RECORDS SUPPLIED
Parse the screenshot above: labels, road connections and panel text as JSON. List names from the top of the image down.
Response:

---

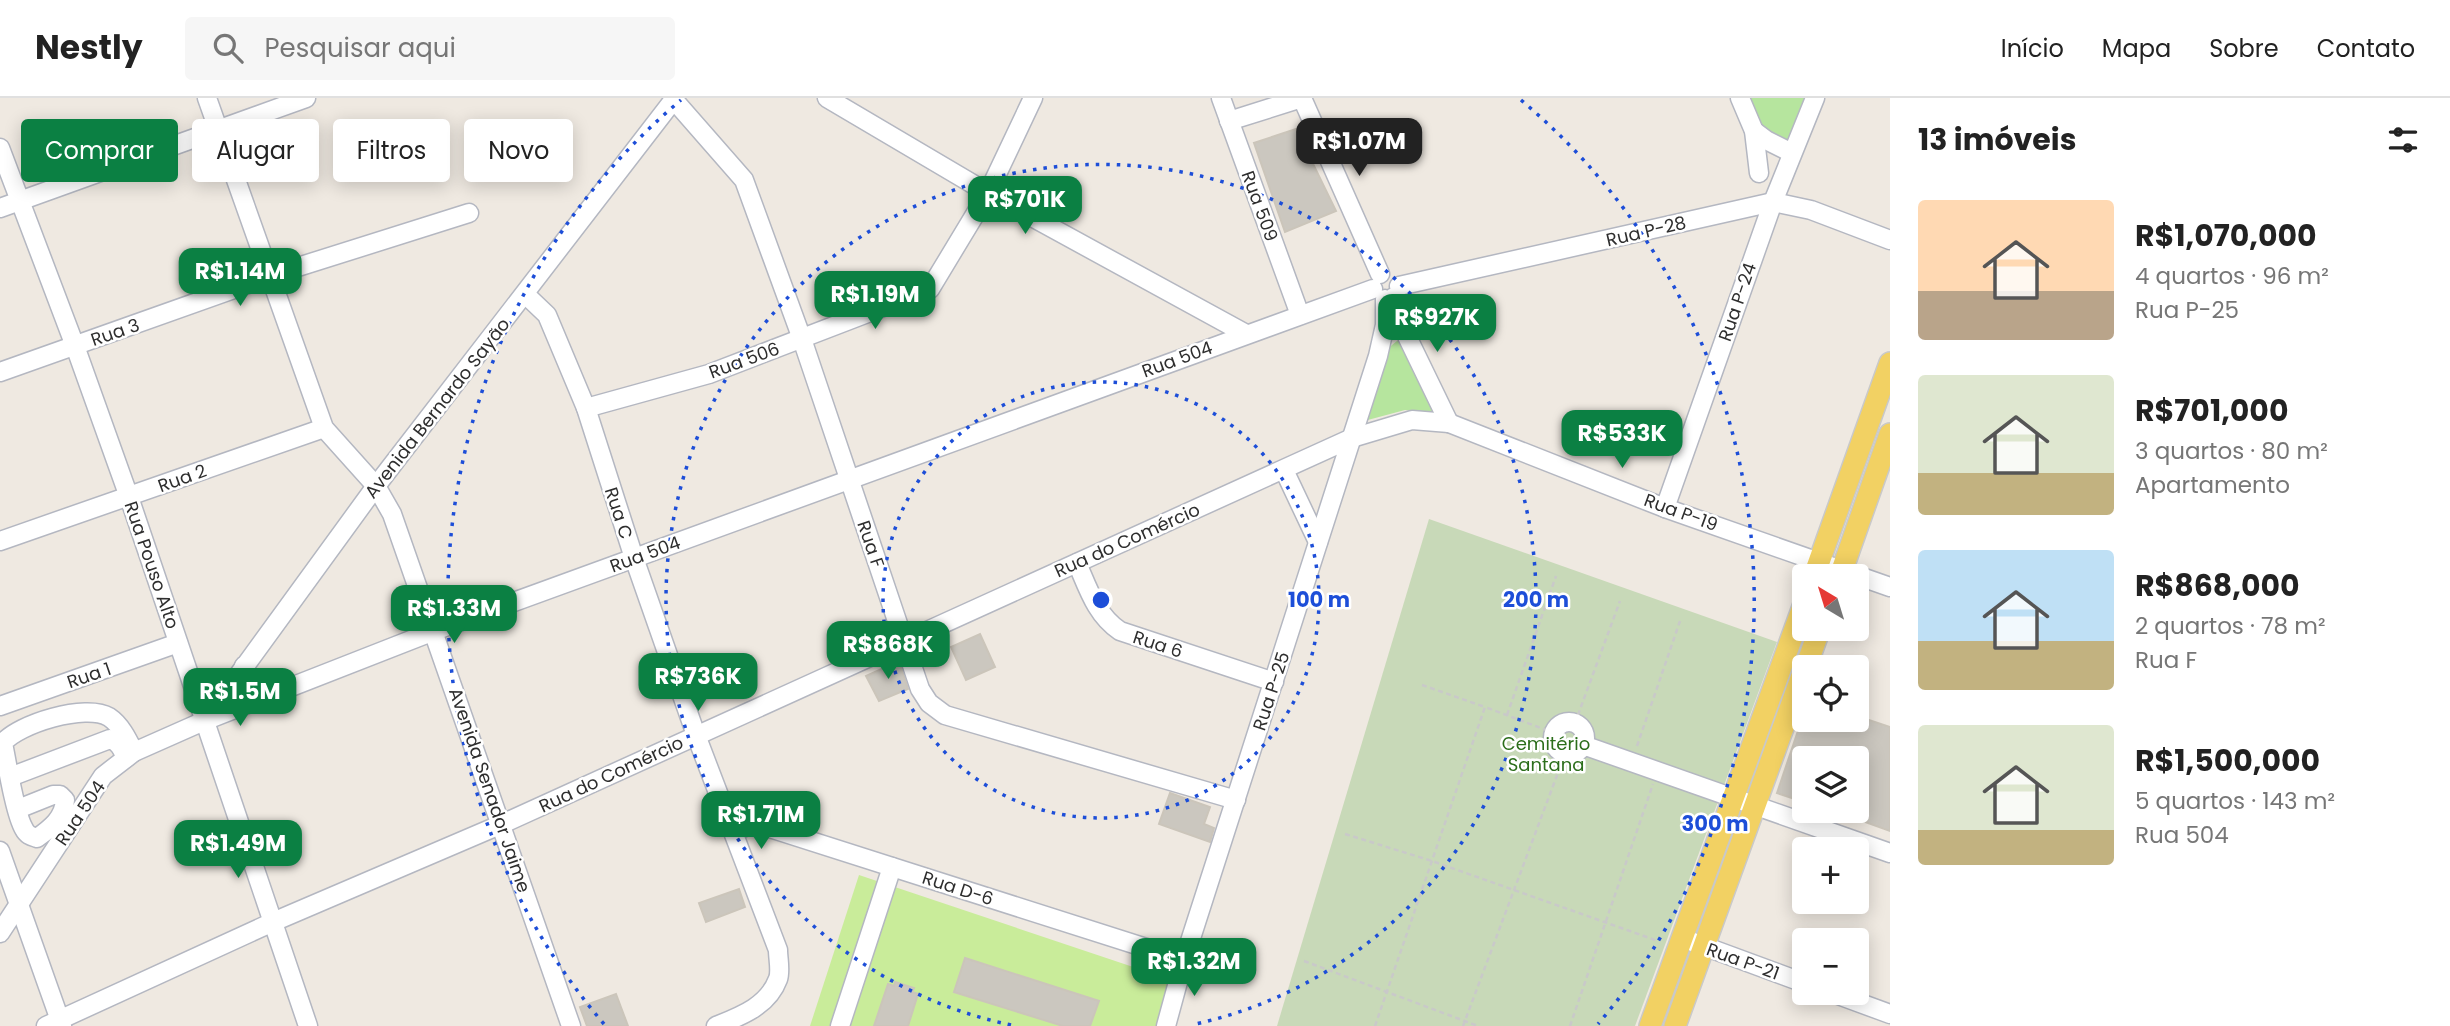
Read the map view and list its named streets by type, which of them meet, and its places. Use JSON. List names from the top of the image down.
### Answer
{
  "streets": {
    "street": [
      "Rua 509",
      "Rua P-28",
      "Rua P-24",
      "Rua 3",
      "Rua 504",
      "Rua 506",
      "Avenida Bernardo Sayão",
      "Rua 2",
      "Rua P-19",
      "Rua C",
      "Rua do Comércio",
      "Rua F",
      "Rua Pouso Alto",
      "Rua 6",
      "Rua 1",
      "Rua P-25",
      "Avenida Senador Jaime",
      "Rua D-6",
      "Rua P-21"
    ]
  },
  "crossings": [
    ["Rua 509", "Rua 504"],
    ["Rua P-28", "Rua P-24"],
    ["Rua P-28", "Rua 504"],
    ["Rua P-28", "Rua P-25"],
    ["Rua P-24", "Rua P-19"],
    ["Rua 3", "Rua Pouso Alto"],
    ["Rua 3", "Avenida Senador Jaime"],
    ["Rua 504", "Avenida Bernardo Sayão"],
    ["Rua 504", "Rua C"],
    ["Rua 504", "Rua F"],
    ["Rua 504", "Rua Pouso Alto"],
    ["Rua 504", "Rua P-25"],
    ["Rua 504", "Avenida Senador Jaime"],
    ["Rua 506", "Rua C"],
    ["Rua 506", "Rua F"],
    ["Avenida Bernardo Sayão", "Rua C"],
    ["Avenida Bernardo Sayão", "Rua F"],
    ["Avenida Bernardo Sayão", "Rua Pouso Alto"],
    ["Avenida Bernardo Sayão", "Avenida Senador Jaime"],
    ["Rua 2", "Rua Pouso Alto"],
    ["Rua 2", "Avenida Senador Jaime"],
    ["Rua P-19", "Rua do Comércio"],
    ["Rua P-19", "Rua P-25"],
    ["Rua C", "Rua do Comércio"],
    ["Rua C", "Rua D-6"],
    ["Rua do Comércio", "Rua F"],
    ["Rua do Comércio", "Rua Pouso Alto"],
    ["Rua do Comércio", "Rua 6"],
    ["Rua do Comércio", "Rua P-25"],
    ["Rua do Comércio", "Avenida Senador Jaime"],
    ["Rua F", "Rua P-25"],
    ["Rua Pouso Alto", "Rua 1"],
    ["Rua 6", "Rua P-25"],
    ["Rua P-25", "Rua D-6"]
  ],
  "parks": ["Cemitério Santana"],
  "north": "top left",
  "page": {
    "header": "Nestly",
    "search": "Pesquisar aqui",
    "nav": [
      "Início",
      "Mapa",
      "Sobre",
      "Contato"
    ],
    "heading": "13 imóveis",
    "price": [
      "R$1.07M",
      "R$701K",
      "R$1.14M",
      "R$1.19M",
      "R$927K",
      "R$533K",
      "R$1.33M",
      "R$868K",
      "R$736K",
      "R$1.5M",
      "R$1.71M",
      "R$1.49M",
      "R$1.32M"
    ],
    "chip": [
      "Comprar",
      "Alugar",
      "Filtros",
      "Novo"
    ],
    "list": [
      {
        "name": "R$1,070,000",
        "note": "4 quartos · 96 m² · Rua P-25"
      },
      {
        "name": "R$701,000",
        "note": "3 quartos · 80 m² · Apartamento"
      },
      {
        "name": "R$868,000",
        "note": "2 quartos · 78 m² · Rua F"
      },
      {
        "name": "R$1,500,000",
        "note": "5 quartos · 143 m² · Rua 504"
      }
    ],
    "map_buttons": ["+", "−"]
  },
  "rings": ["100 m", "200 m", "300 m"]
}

* * *

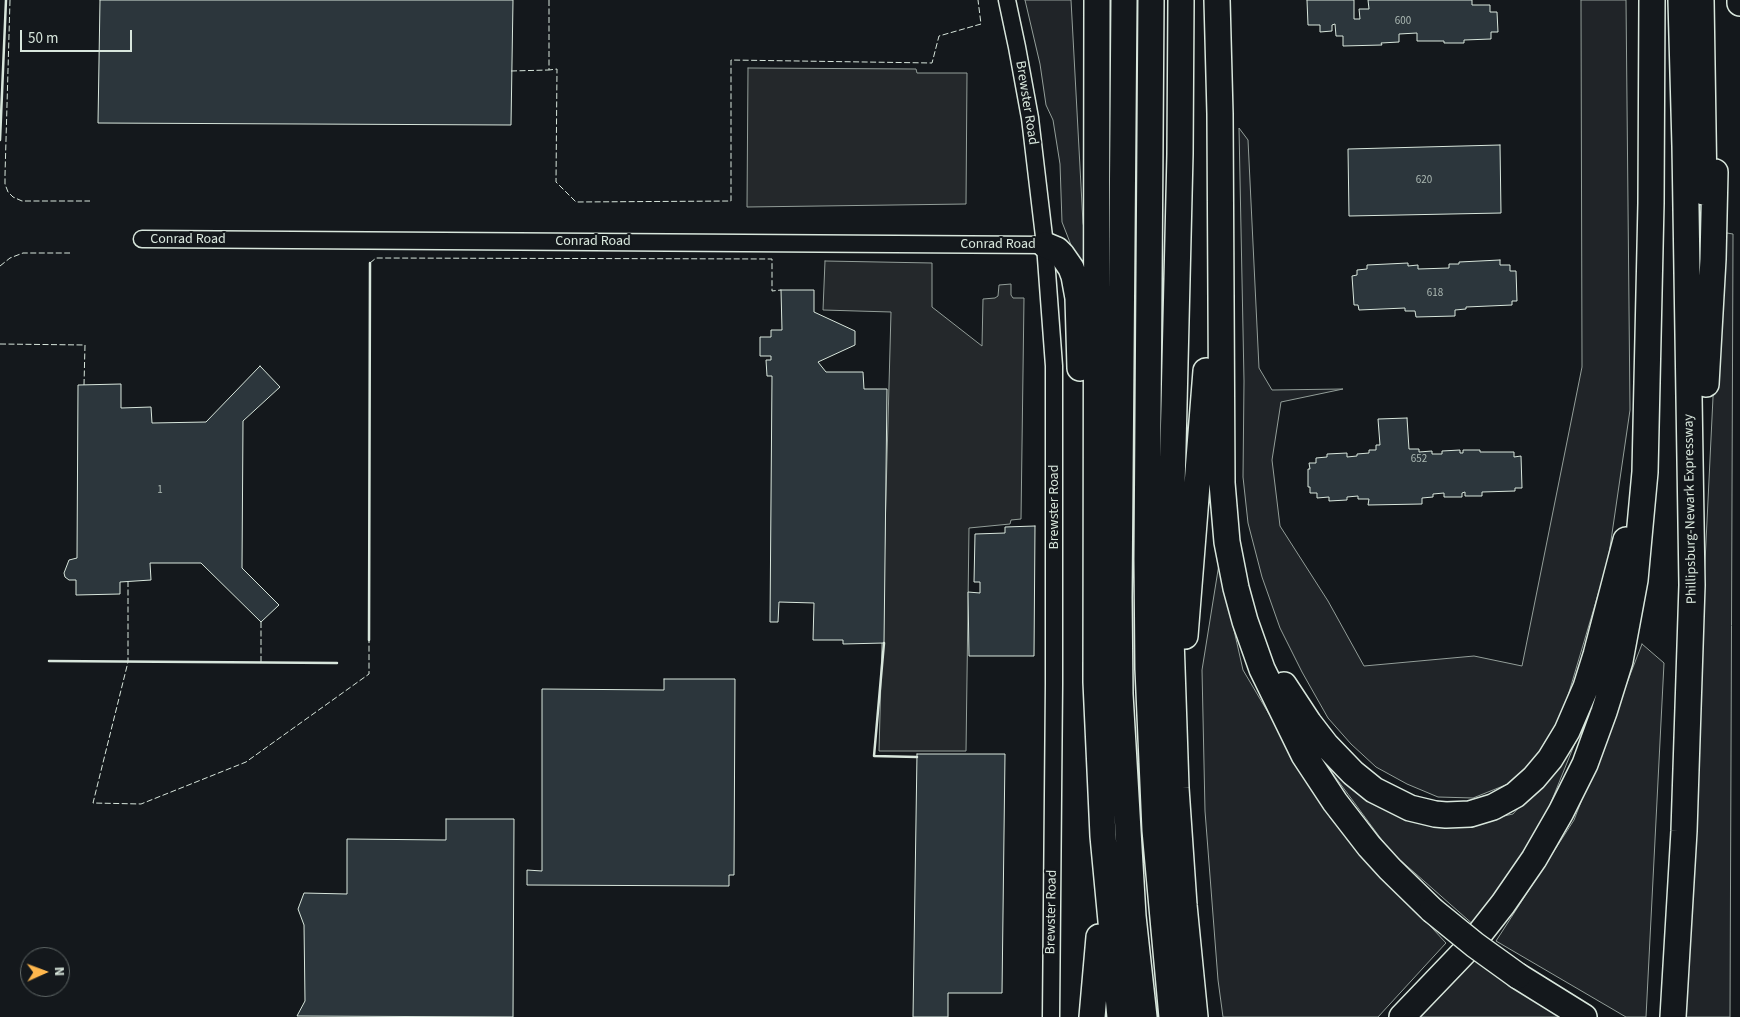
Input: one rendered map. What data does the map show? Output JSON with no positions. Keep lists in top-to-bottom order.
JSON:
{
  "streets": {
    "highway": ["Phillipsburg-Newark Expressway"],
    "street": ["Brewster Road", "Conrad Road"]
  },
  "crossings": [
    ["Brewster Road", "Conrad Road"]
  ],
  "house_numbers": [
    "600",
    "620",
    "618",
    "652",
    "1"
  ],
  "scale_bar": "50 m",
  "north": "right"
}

WORK TO COMPLETE
Where a line of the records above holds the word "from", copy that line.

TASK RESPONSE
Parse the screenshot above: labels, road connections and panel text as JSON. List names from the top of the image down.
Read the map view and list its named streets by type, which of them meet, and its places. Use JSON. List names from the top of the image down.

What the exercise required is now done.